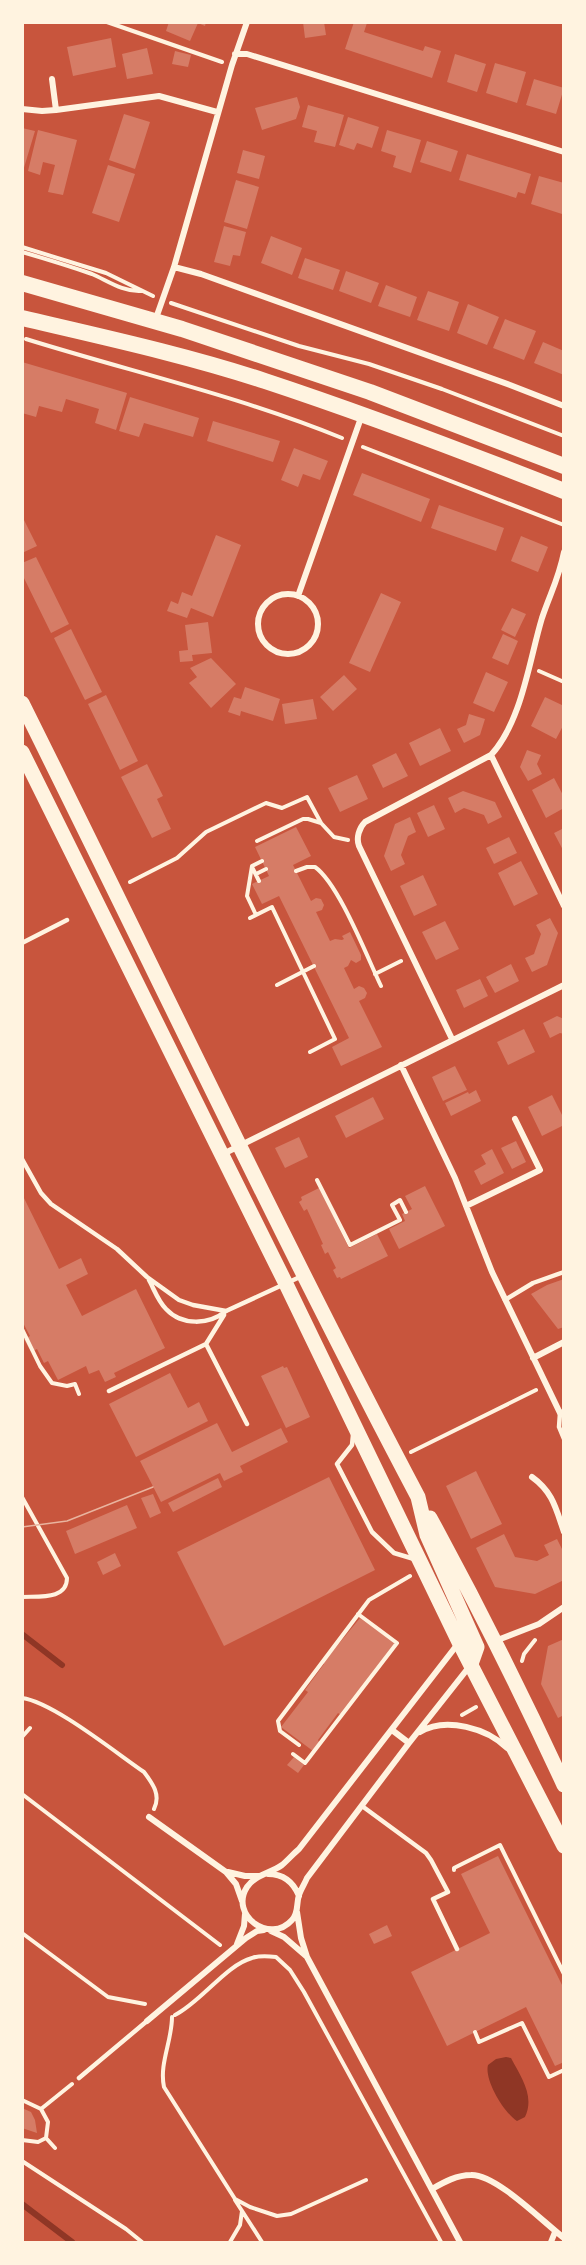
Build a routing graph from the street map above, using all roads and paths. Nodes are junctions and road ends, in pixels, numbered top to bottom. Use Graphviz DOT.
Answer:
graph roads {
  1 [pos="107,22"];
  2 [pos="247,22"];
  3 [pos="236,54"];
  4 [pos="231,65"];
  5 [pos="52,79"];
  6 [pos="22,109"];
  7 [pos="56,110"];
  8 [pos="218,112"];
  9 [pos="564,152"];
  10 [pos="22,247"];
  11 [pos="22,252"];
  12 [pos="174,267"];
  13 [pos="22,284"];
  14 [pos="22,308"];
  15 [pos="188,308"];
  16 [pos="22,318"];
  17 [pos="154,322"];
  18 [pos="82,332"];
  19 [pos="22,338"];
  20 [pos="146,348"];
  21 [pos="370,392"];
  22 [pos="564,406"];
  23 [pos="362,415"];
  24 [pos="564,436"];
  25 [pos="353,443"];
  26 [pos="564,466"];
  27 [pos="564,491"];
  28 [pos="564,525"];
  29 [pos="564,552"];
  30 [pos="298,596"];
  31 [pos="530,667"];
  32 [pos="564,682"];
  33 [pos="22,703"];
  34 [pos="22,752"];
  35 [pos="491,755"];
  36 [pos="321,824"];
  37 [pos="357,841"];
  38 [pos="257,842"];
  39 [pos="262,861"];
  40 [pos="252,866"];
  41 [pos="266,869"];
  42 [pos="296,871"];
  43 [pos="256,874"];
  44 [pos="259,881"];
  45 [pos="130,882"];
  46 [pos="114,887"];
  47 [pos="94,897"];
  48 [pos="564,906"];
  49 [pos="256,915"];
  50 [pos="250,918"];
  51 [pos="67,920"];
  52 [pos="138,939"];
  53 [pos="22,943"];
  54 [pos="120,948"];
  55 [pos="412,956"];
  56 [pos="314,966"];
  57 [pos="303,972"];
  58 [pos="375,974"];
  59 [pos="277,985"];
  60 [pos="564,985"];
  61 [pos="381,986"];
  62 [pos="452,1038"];
  63 [pos="310,1052"];
  64 [pos="401,1065"];
  65 [pos="516,1119"];
  66 [pos="239,1146"];
  67 [pos="220,1155"];
  68 [pos="22,1159"];
  69 [pos="317,1180"];
  70 [pos="465,1206"];
  71 [pos="406,1212"];
  72 [pos="564,1272"];
  73 [pos="304,1275"];
  74 [pos="147,1278"];
  75 [pos="286,1284"];
  76 [pos="505,1300"];
  77 [pos="226,1311"];
  78 [pos="22,1329"];
  79 [pos="564,1342"];
  80 [pos="206,1344"];
  81 [pos="533,1358"];
  82 [pos="546,1384"];
  83 [pos="109,1391"];
  84 [pos="79,1394"];
  85 [pos="562,1412"];
  86 [pos="353,1423"];
  87 [pos="247,1424"];
  88 [pos="564,1439"];
  89 [pos="408,1454"];
  90 [pos="532,1477"];
  91 [pos="415,1492"];
  92 [pos="22,1497"];
  93 [pos="564,1532"];
  94 [pos="420,1560"];
  95 [pos="411,1576"];
  96 [pos="22,1597"];
  97 [pos="564,1607"];
  98 [pos="358,1614"];
  99 [pos="495,1641"];
  100 [pos="459,1642"];
  101 [pos="477,1647"];
  102 [pos="504,1658"];
  103 [pos="471,1664"];
  104 [pos="22,1698"];
  105 [pos="30,1728"];
  106 [pos="392,1730"];
  107 [pos="414,1736"];
  108 [pos="22,1737"];
  109 [pos="409,1743"];
  110 [pos="299,1745"];
  111 [pos="293,1754"];
  112 [pos="518,1759"];
  113 [pos="564,1785"];
  114 [pos="22,1794"];
  115 [pos="362,1806"];
  116 [pos="148,1817"];
  117 [pos="564,1846"];
  118 [pos="454,1870"];
  119 [pos="226,1872"];
  120 [pos="265,1875"];
  121 [pos="298,1896"];
  122 [pos="244,1908"];
  123 [pos="297,1911"];
  124 [pos="268,1930"];
  125 [pos="22,1933"];
  126 [pos="235,1947"];
  127 [pos="457,1949"];
  128 [pos="228,1953"];
  129 [pos="307,1957"];
  130 [pos="240,1964"];
  131 [pos="564,1974"];
  132 [pos="146,2004"];
  133 [pos="162,2009"];
  134 [pos="172,2017"];
  135 [pos="147,2021"];
  136 [pos="475,2032"];
  137 [pos="564,2070"];
  138 [pos="79,2078"];
  139 [pos="22,2100"];
  140 [pos="41,2109"];
  141 [pos="46,2138"];
  142 [pos="22,2140"];
  143 [pos="55,2148"];
  144 [pos="22,2161"];
  145 [pos="366,2180"];
  146 [pos="432,2189"];
  147 [pos="235,2199"];
  148 [pos="242,2211"];
  149 [pos="555,2232"];
  150 [pos="564,2238"];
  151 [pos="142,2242"];
  152 [pos="230,2242"];
  153 [pos="262,2242"];
  154 [pos="441,2242"];
  155 [pos="460,2242"];
  156 [pos="550,2242"];
  1 -- 4 [label="path"];
  2 -- 3 [label="street"];
  3 -- 4 [label="street"];
  3 -- 9 [label="street"];
  4 -- 8 [label="street"];
  5 -- 7 [label="street"];
  6 -- 7 [label="street"];
  7 -- 8 [label="street"];
  8 -- 12 [label="street"];
  10 -- 11 [label="path"];
  12 -- 17 [label="street"];
  12 -- 22 [label="street"];
  13 -- 17 [label="highway"];
  14 -- 18 [label="highway"];
  15 -- 24 [label="path"];
  16 -- 18 [label="highway"];
  17 -- 20 [label="highway"];
  17 -- 21 [label="highway"];
  18 -- 20 [label="highway"];
  19 -- 25 [label="path"];
  20 -- 23 [label="highway"];
  21 -- 23 [label="highway"];
  21 -- 26 [label="highway"];
  23 -- 25 [label="street"];
  23 -- 27 [label="highway"];
  25 -- 28 [label="path"];
  25 -- 30 [label="street"];
  29 -- 31 [label="street"];
  30 -- 30 [label="street"];
  31 -- 32 [label="path"];
  31 -- 35 [label="street"];
  33 -- 46 [label="main road"];
  34 -- 47 [label="main road"];
  35 -- 37 [label="street"];
  35 -- 48 [label="street"];
  36 -- 37 [label="path"];
  36 -- 38 [label="path"];
  36 -- 45 [label="path"];
  37 -- 55 [label="street"];
  39 -- 40 [label="path"];
  40 -- 43 [label="path"];
  40 -- 49 [label="path"];
  41 -- 43 [label="path"];
  42 -- 58 [label="path"];
  43 -- 44 [label="path"];
  46 -- 47 [label="main road"];
  46 -- 52 [label="main road"];
  47 -- 54 [label="main road"];
  49 -- 50 [label="path"];
  49 -- 57 [label="path"];
  51 -- 53 [label="lane"];
  52 -- 54 [label="main road"];
  52 -- 66 [label="main road"];
  54 -- 67 [label="main road"];
  55 -- 58 [label="path"];
  55 -- 62 [label="street"];
  56 -- 57 [label="path"];
  57 -- 59 [label="path"];
  57 -- 63 [label="path"];
  58 -- 61 [label="path"];
  60 -- 62 [label="street"];
  62 -- 64 [label="street"];
  64 -- 66 [label="street"];
  64 -- 70 [label="street"];
  65 -- 70 [label="street"];
  66 -- 67 [label="street"];
  66 -- 73 [label="main road"];
  67 -- 75 [label="main road"];
  68 -- 74 [label="lane"];
  69 -- 71 [label="path"];
  70 -- 76 [label="street"];
  72 -- 76 [label="lane"];
  73 -- 75 [label="lane"];
  73 -- 91 [label="main road"];
  74 -- 77 [label="lane"];
  74 -- 77 [label="lane"];
  75 -- 77 [label="lane"];
  75 -- 86 [label="main road"];
  76 -- 81 [label="street"];
  77 -- 80 [label="lane"];
  78 -- 84 [label="path"];
  79 -- 81 [label="street"];
  80 -- 83 [label="lane"];
  80 -- 87 [label="lane"];
  81 -- 82 [label="street"];
  82 -- 85 [label="street"];
  82 -- 89 [label="path"];
  85 -- 88 [label="lane"];
  86 -- 94 [label="main road"];
  86 -- 94 [label="lane"];
  90 -- 93 [label="street"];
  91 -- 99 [label="main road"];
  91 -- 101 [label="main road"];
  92 -- 96 [label="path"];
  94 -- 100 [label="main road"];
  95 -- 98 [label="path"];
  97 -- 99 [label="street"];
  98 -- 110 [label="path"];
  98 -- 111 [label="path"];
  99 -- 101 [label="main road"];
  99 -- 102 [label="main road"];
  100 -- 101 [label="main road"];
  100 -- 103 [label="main road"];
  100 -- 106 [label="street"];
  101 -- 102 [label="main road"];
  101 -- 103 [label="main road"];
  102 -- 113 [label="main road"];
  103 -- 107 [label="street"];
  103 -- 112 [label="main road"];
  104 -- 116 [label="path"];
  105 -- 108 [label="path"];
  106 -- 109 [label="street"];
  106 -- 120 [label="street"];
  107 -- 109 [label="street"];
  107 -- 112 [label="street"];
  109 -- 115 [label="street"];
  112 -- 117 [label="main road"];
  114 -- 128 [label="path"];
  115 -- 121 [label="street"];
  115 -- 127 [label="lane"];
  116 -- 119 [label="street"];
  118 -- 131 [label="path"];
  119 -- 120 [label="street"];
  119 -- 122 [label="street"];
  120 -- 121 [label="street"];
  120 -- 122 [label="street"];
  121 -- 123 [label="street"];
  122 -- 124 [label="street"];
  122 -- 126 [label="street"];
  123 -- 124 [label="street"];
  123 -- 129 [label="street"];
  124 -- 126 [label="street"];
  124 -- 129 [label="street"];
  125 -- 132 [label="path"];
  126 -- 128 [label="street"];
  128 -- 130 [label="path"];
  128 -- 133 [label="street"];
  129 -- 146 [label="street"];
  130 -- 134 [label="path"];
  130 -- 154 [label="path"];
  133 -- 134 [label="path"];
  133 -- 135 [label="street"];
  134 -- 147 [label="path"];
  135 -- 138 [label="lane"];
  136 -- 137 [label="path"];
  138 -- 140 [label="path"];
  139 -- 140 [label="path"];
  140 -- 141 [label="path"];
  141 -- 142 [label="path"];
  141 -- 143 [label="path"];
  144 -- 151 [label="path"];
  145 -- 147 [label="path"];
  146 -- 149 [label="street"];
  146 -- 155 [label="street"];
  147 -- 148 [label="path"];
  148 -- 152 [label="path"];
  148 -- 153 [label="path"];
  149 -- 150 [label="street"];
  149 -- 156 [label="street"];
}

### EXERCISE OBJECTIVE
Note each line above that holds "highway", then copy all of them.

### SOLVED PROBLEM
  13 -- 17 [label="highway"];
  14 -- 18 [label="highway"];
  16 -- 18 [label="highway"];
  17 -- 20 [label="highway"];
  17 -- 21 [label="highway"];
  18 -- 20 [label="highway"];
  20 -- 23 [label="highway"];
  21 -- 23 [label="highway"];
  21 -- 26 [label="highway"];
  23 -- 27 [label="highway"];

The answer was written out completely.